Nach dem jüngsten Bericht des Arbeitsministeriums beläuft sich die Zahl auf fast 300.000, von denen 43 Prozent Chilenen und 57 Prozent Ausländer sind, vor allem Venezolaner (42,5), gefolgt von Kolumbianern (4,4) und Peruanern (3,5 Prozent), meist Männer. „In Chile gibt es keine offiziellen Daten über die Zahl der Arbeitnehmer, weil die Unternehmen sehr neidisch sind und weil es eine hohe Informalität in der Wirtschaft gibt“, soe Rodrigo Palomo von der Universität Talca.
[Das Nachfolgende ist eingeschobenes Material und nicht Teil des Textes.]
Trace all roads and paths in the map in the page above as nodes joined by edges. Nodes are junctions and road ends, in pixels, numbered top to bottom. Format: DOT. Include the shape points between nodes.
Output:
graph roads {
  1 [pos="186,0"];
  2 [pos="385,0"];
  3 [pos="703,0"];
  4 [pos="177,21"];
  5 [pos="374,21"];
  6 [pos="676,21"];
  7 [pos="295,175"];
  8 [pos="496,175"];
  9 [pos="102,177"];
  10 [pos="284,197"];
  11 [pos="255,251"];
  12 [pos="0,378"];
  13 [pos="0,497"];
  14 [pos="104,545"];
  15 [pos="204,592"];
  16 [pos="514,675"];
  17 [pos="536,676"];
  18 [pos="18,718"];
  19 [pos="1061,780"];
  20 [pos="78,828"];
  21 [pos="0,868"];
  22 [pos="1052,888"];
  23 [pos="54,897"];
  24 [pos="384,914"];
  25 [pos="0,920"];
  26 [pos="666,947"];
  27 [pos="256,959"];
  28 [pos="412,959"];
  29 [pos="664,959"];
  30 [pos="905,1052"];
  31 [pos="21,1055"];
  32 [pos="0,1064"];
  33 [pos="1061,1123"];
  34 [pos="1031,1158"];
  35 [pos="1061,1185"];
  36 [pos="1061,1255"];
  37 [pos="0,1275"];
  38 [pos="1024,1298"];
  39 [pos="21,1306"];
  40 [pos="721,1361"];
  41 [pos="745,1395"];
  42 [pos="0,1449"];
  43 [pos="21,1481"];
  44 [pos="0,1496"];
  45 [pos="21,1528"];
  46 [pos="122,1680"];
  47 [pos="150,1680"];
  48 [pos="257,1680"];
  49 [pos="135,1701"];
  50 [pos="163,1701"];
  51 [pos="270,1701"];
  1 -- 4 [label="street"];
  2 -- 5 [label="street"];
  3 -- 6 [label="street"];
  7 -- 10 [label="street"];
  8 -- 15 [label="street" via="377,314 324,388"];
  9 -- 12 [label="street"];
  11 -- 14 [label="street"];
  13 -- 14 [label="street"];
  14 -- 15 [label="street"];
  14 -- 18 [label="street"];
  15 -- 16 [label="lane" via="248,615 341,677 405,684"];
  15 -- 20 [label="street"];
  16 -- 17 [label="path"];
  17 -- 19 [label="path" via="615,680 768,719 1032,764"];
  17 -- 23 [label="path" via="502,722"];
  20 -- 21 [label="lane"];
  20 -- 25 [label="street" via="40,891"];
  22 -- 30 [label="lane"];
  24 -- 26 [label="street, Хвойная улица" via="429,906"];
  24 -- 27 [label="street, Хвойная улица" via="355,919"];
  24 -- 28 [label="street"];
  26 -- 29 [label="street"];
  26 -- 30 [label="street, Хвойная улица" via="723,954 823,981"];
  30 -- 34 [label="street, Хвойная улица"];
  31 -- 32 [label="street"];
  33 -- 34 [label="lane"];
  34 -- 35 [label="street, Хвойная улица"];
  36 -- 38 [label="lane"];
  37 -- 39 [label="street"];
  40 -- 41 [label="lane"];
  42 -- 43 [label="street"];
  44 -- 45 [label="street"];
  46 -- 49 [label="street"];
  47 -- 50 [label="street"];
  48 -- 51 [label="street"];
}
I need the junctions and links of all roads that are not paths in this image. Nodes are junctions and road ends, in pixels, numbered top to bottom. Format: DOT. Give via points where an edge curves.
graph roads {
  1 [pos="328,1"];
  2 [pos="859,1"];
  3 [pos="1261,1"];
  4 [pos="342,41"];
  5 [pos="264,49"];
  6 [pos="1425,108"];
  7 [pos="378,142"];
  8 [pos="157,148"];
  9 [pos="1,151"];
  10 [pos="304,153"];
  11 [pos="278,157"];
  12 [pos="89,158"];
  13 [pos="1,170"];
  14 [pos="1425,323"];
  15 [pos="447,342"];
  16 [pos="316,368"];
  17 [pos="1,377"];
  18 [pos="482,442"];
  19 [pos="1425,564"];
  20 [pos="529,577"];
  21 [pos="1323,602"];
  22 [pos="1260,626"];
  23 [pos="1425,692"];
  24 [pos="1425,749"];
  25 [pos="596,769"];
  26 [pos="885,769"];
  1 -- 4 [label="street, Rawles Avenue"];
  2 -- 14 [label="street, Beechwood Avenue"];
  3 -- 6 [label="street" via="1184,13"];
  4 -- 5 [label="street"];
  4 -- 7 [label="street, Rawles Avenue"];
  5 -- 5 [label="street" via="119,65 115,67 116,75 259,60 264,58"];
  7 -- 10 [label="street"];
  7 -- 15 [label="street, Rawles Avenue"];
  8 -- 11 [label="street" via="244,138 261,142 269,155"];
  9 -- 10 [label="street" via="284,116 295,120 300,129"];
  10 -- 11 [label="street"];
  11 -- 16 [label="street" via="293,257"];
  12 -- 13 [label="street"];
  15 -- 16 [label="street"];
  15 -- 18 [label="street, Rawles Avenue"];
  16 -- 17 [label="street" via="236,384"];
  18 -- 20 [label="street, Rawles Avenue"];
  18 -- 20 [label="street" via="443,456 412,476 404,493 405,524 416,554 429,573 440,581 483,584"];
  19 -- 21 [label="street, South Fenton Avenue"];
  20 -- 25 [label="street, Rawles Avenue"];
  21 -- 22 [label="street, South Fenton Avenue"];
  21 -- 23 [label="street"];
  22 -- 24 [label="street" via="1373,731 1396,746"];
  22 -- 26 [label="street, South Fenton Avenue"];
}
Die Beschäftigungssituation dieser „Fahrer“, von denen die meisten Selbstständige sind, wird durch das so genannte „Uber-Gesetz“ und das Gesetz 21.431 geregelt, das das Arbeitsgesetzbuch ändert und gemeinsame Regeln für alle Arbeitnehmer, ob Angestellte oder Selbstständige, festlegt. „Die Fahrer haben sich selbst organisiert“, betont Palomo und nennt als interessantes Beispiel die Gewerkschaft von Cornershop, einer chilenischen Plattform, die 2021 von Uber gekauft wurde, mit der er „eine erste Tarifverhandlung“ führte, da „sie in keinem Land der Welt jemals Tarifverhandlungen geführt hatte“.

Brasilien, die Hälfte des Marktes

In Brasilien, das laut einer Studie der Wirtschaftshochschule Getúlio Vargas Foundation (FGV) die Hälfte des Lebensmittellieferungsmarktes in Lateinamerika ausmacht, deuten die Probleme auf die Gefahr von Monopolen und prekären Arbeitsverhältnissen hin, Probleme, die die Regierung von Lula da Silva bekämpfen will. Laut FGV sind 80 % des Marktes auf das lokale Unternehmen iFood konzentriert, das bereits 2020 einen schweren Schlag vom Verwaltungsrat für wirtschaftliche Verteidigung (CADE) – dem Kartellamt – einstecken musste, als es nach einer Beschwerde von Uber Eats und dem kolumbianischen Unternehmen Rappi Veto gegen Exklusivitätsverträge mit Restaurants einlegte. Es geht um ein Milliardengeschäft: Nach Angaben des brasilianischen Verbands der Bars und Restaurants (Abrasel) werden im Jahr 2021 rund 7 Milliarden US-Dollar mit dem Verkauf von Lebensmitteln per Hauslieferung umgesetzt, was 20 Prozent des Gesamtumsatzes der Branche entspricht. Ein Unternehmenszweig, der nach Angaben des Instituts für Angewandte Wirtschaftsforschung (IPEA) 1,5 Millionen Menschen (so genannte „Kleinstunternehmer“) Beschäftigung bietet, allerdings in prekären Arbeitsverhältnissen.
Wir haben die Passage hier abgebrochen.